[Start of Attachment]

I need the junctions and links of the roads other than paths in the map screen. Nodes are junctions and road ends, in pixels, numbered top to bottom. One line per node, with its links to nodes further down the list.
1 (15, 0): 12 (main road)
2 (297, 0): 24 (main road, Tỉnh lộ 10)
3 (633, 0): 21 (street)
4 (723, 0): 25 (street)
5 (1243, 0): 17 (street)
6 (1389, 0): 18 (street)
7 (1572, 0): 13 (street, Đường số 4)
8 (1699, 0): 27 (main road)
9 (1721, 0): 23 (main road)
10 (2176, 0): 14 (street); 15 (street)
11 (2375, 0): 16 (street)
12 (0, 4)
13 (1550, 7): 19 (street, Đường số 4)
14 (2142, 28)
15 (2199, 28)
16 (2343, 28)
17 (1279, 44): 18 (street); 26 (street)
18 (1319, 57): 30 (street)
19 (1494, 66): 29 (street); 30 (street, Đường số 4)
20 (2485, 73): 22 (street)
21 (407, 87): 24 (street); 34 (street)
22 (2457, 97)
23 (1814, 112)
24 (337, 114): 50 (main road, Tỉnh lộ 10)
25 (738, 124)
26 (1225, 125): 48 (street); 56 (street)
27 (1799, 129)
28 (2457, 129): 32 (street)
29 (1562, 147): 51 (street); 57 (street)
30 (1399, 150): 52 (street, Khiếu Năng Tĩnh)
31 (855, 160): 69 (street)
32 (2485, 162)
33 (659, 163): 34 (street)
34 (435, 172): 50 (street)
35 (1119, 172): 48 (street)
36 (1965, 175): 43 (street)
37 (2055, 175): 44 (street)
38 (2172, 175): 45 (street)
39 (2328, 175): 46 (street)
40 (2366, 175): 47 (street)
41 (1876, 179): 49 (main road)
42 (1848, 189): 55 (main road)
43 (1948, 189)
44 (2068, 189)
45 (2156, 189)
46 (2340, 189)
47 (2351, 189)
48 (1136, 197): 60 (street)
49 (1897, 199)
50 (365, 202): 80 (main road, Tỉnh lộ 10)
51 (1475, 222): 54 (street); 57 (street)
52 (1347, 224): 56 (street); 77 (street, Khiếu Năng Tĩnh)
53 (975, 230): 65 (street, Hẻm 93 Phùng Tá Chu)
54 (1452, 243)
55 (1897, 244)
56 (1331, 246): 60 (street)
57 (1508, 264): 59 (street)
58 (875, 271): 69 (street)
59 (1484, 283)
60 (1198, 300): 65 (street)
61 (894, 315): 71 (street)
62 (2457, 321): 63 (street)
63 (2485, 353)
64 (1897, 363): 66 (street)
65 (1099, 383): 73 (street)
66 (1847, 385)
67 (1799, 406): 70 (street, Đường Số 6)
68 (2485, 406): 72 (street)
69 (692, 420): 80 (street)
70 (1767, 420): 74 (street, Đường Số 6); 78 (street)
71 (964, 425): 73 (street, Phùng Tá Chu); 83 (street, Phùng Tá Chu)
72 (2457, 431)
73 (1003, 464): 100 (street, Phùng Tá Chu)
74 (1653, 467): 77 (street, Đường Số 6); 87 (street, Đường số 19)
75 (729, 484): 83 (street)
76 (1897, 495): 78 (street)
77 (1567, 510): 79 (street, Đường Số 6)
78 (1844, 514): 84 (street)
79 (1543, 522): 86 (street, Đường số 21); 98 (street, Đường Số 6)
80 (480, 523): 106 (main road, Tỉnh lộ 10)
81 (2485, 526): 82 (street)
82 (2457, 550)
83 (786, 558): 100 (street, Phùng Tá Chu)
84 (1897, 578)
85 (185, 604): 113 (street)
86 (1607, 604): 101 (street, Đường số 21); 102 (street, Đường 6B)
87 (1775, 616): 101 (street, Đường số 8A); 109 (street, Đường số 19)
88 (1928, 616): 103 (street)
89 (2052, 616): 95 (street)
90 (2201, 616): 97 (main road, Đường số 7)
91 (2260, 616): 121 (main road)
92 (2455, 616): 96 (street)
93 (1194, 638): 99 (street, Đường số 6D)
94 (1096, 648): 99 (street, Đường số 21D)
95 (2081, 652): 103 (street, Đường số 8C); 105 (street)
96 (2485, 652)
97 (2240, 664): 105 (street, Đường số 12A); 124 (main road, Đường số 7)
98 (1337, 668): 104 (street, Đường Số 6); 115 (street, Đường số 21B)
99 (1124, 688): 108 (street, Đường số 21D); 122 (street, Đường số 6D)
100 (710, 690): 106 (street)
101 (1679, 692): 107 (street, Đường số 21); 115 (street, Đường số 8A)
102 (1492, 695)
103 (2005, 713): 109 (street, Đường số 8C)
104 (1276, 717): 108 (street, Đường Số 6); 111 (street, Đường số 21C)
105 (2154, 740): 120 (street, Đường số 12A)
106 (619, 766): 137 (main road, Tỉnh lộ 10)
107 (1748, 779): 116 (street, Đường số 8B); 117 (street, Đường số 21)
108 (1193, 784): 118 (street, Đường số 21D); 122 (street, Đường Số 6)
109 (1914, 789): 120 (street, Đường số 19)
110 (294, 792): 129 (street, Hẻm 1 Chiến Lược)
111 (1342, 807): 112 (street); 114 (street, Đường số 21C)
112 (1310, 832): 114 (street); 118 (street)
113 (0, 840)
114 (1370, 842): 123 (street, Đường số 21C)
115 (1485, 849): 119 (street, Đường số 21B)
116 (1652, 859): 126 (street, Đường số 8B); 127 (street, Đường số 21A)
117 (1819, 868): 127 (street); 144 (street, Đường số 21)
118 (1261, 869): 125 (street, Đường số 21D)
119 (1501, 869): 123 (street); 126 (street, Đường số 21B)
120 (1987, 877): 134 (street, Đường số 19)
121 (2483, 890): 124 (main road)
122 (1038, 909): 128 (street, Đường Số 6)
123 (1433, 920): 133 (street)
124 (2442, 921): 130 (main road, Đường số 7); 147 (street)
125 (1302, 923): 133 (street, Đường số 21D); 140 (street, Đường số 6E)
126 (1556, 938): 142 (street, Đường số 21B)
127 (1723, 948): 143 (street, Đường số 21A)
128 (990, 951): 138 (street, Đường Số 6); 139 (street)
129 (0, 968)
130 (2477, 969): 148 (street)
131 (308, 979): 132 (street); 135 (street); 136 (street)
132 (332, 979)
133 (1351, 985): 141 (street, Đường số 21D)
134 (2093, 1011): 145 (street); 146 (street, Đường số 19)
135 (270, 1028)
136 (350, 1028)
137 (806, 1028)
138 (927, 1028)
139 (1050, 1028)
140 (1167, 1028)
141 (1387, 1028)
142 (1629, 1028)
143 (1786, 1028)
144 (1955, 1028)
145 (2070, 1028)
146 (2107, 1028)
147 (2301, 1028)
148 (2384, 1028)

[End of Attachment]

**THE PROBLEM**
Each entry is to be retyped precisely as it stands.

**EXERCISE ANSWER**
I need the junctions and links of the roads other than paths in the map screen. Nodes are junctions and road ends, in pixels, numbered top to bottom. One line per node, with its links to nodes further down the list.
1 (15, 0): 12 (main road)
2 (297, 0): 24 (main road, Tỉnh lộ 10)
3 (633, 0): 21 (street)
4 (723, 0): 25 (street)
5 (1243, 0): 17 (street)
6 (1389, 0): 18 (street)
7 (1572, 0): 13 (street, Đường số 4)
8 (1699, 0): 27 (main road)
9 (1721, 0): 23 (main road)
10 (2176, 0): 14 (street); 15 (street)
11 (2375, 0): 16 (street)
12 (0, 4)
13 (1550, 7): 19 (street, Đường số 4)
14 (2142, 28)
15 (2199, 28)
16 (2343, 28)
17 (1279, 44): 18 (street); 26 (street)
18 (1319, 57): 30 (street)
19 (1494, 66): 29 (street); 30 (street, Đường số 4)
20 (2485, 73): 22 (street)
21 (407, 87): 24 (street); 34 (street)
22 (2457, 97)
23 (1814, 112)
24 (337, 114): 50 (main road, Tỉnh lộ 10)
25 (738, 124)
26 (1225, 125): 48 (street); 56 (street)
27 (1799, 129)
28 (2457, 129): 32 (street)
29 (1562, 147): 51 (street); 57 (street)
30 (1399, 150): 52 (street, Khiếu Năng Tĩnh)
31 (855, 160): 69 (street)
32 (2485, 162)
33 (659, 163): 34 (street)
34 (435, 172): 50 (street)
35 (1119, 172): 48 (street)
36 (1965, 175): 43 (street)
37 (2055, 175): 44 (street)
38 (2172, 175): 45 (street)
39 (2328, 175): 46 (street)
40 (2366, 175): 47 (street)
41 (1876, 179): 49 (main road)
42 (1848, 189): 55 (main road)
43 (1948, 189)
44 (2068, 189)
45 (2156, 189)
46 (2340, 189)
47 (2351, 189)
48 (1136, 197): 60 (street)
49 (1897, 199)
50 (365, 202): 80 (main road, Tỉnh lộ 10)
51 (1475, 222): 54 (street); 57 (street)
52 (1347, 224): 56 (street); 77 (street, Khiếu Năng Tĩnh)
53 (975, 230): 65 (street, Hẻm 93 Phùng Tá Chu)
54 (1452, 243)
55 (1897, 244)
56 (1331, 246): 60 (street)
57 (1508, 264): 59 (street)
58 (875, 271): 69 (street)
59 (1484, 283)
60 (1198, 300): 65 (street)
61 (894, 315): 71 (street)
62 (2457, 321): 63 (street)
63 (2485, 353)
64 (1897, 363): 66 (street)
65 (1099, 383): 73 (street)
66 (1847, 385)
67 (1799, 406): 70 (street, Đường Số 6)
68 (2485, 406): 72 (street)
69 (692, 420): 80 (street)
70 (1767, 420): 74 (street, Đường Số 6); 78 (street)
71 (964, 425): 73 (street, Phùng Tá Chu); 83 (street, Phùng Tá Chu)
72 (2457, 431)
73 (1003, 464): 100 (street, Phùng Tá Chu)
74 (1653, 467): 77 (street, Đường Số 6); 87 (street, Đường số 19)
75 (729, 484): 83 (street)
76 (1897, 495): 78 (street)
77 (1567, 510): 79 (street, Đường Số 6)
78 (1844, 514): 84 (street)
79 (1543, 522): 86 (street, Đường số 21); 98 (street, Đường Số 6)
80 (480, 523): 106 (main road, Tỉnh lộ 10)
81 (2485, 526): 82 (street)
82 (2457, 550)
83 (786, 558): 100 (street, Phùng Tá Chu)
84 (1897, 578)
85 (185, 604): 113 (street)
86 (1607, 604): 101 (street, Đường số 21); 102 (street, Đường 6B)
87 (1775, 616): 101 (street, Đường số 8A); 109 (street, Đường số 19)
88 (1928, 616): 103 (street)
89 (2052, 616): 95 (street)
90 (2201, 616): 97 (main road, Đường số 7)
91 (2260, 616): 121 (main road)
92 (2455, 616): 96 (street)
93 (1194, 638): 99 (street, Đường số 6D)
94 (1096, 648): 99 (street, Đường số 21D)
95 (2081, 652): 103 (street, Đường số 8C); 105 (street)
96 (2485, 652)
97 (2240, 664): 105 (street, Đường số 12A); 124 (main road, Đường số 7)
98 (1337, 668): 104 (street, Đường Số 6); 115 (street, Đường số 21B)
99 (1124, 688): 108 (street, Đường số 21D); 122 (street, Đường số 6D)
100 (710, 690): 106 (street)
101 (1679, 692): 107 (street, Đường số 21); 115 (street, Đường số 8A)
102 (1492, 695)
103 (2005, 713): 109 (street, Đường số 8C)
104 (1276, 717): 108 (street, Đường Số 6); 111 (street, Đường số 21C)
105 (2154, 740): 120 (street, Đường số 12A)
106 (619, 766): 137 (main road, Tỉnh lộ 10)
107 (1748, 779): 116 (street, Đường số 8B); 117 (street, Đường số 21)
108 (1193, 784): 118 (street, Đường số 21D); 122 (street, Đường Số 6)
109 (1914, 789): 120 (street, Đường số 19)
110 (294, 792): 129 (street, Hẻm 1 Chiến Lược)
111 (1342, 807): 112 (street); 114 (street, Đường số 21C)
112 (1310, 832): 114 (street); 118 (street)
113 (0, 840)
114 (1370, 842): 123 (street, Đường số 21C)
115 (1485, 849): 119 (street, Đường số 21B)
116 (1652, 859): 126 (street, Đường số 8B); 127 (street, Đường số 21A)
117 (1819, 868): 127 (street); 144 (street, Đường số 21)
118 (1261, 869): 125 (street, Đường số 21D)
119 (1501, 869): 123 (street); 126 (street, Đường số 21B)
120 (1987, 877): 134 (street, Đường số 19)
121 (2483, 890): 124 (main road)
122 (1038, 909): 128 (street, Đường Số 6)
123 (1433, 920): 133 (street)
124 (2442, 921): 130 (main road, Đường số 7); 147 (street)
125 (1302, 923): 133 (street, Đường số 21D); 140 (street, Đường số 6E)
126 (1556, 938): 142 (street, Đường số 21B)
127 (1723, 948): 143 (street, Đường số 21A)
128 (990, 951): 138 (street, Đường Số 6); 139 (street)
129 (0, 968)
130 (2477, 969): 148 (street)
131 (308, 979): 132 (street); 135 (street); 136 (street)
132 (332, 979)
133 (1351, 985): 141 (street, Đường số 21D)
134 (2093, 1011): 145 (street); 146 (street, Đường số 19)
135 (270, 1028)
136 (350, 1028)
137 (806, 1028)
138 (927, 1028)
139 (1050, 1028)
140 (1167, 1028)
141 (1387, 1028)
142 (1629, 1028)
143 (1786, 1028)
144 (1955, 1028)
145 (2070, 1028)
146 (2107, 1028)
147 (2301, 1028)
148 (2384, 1028)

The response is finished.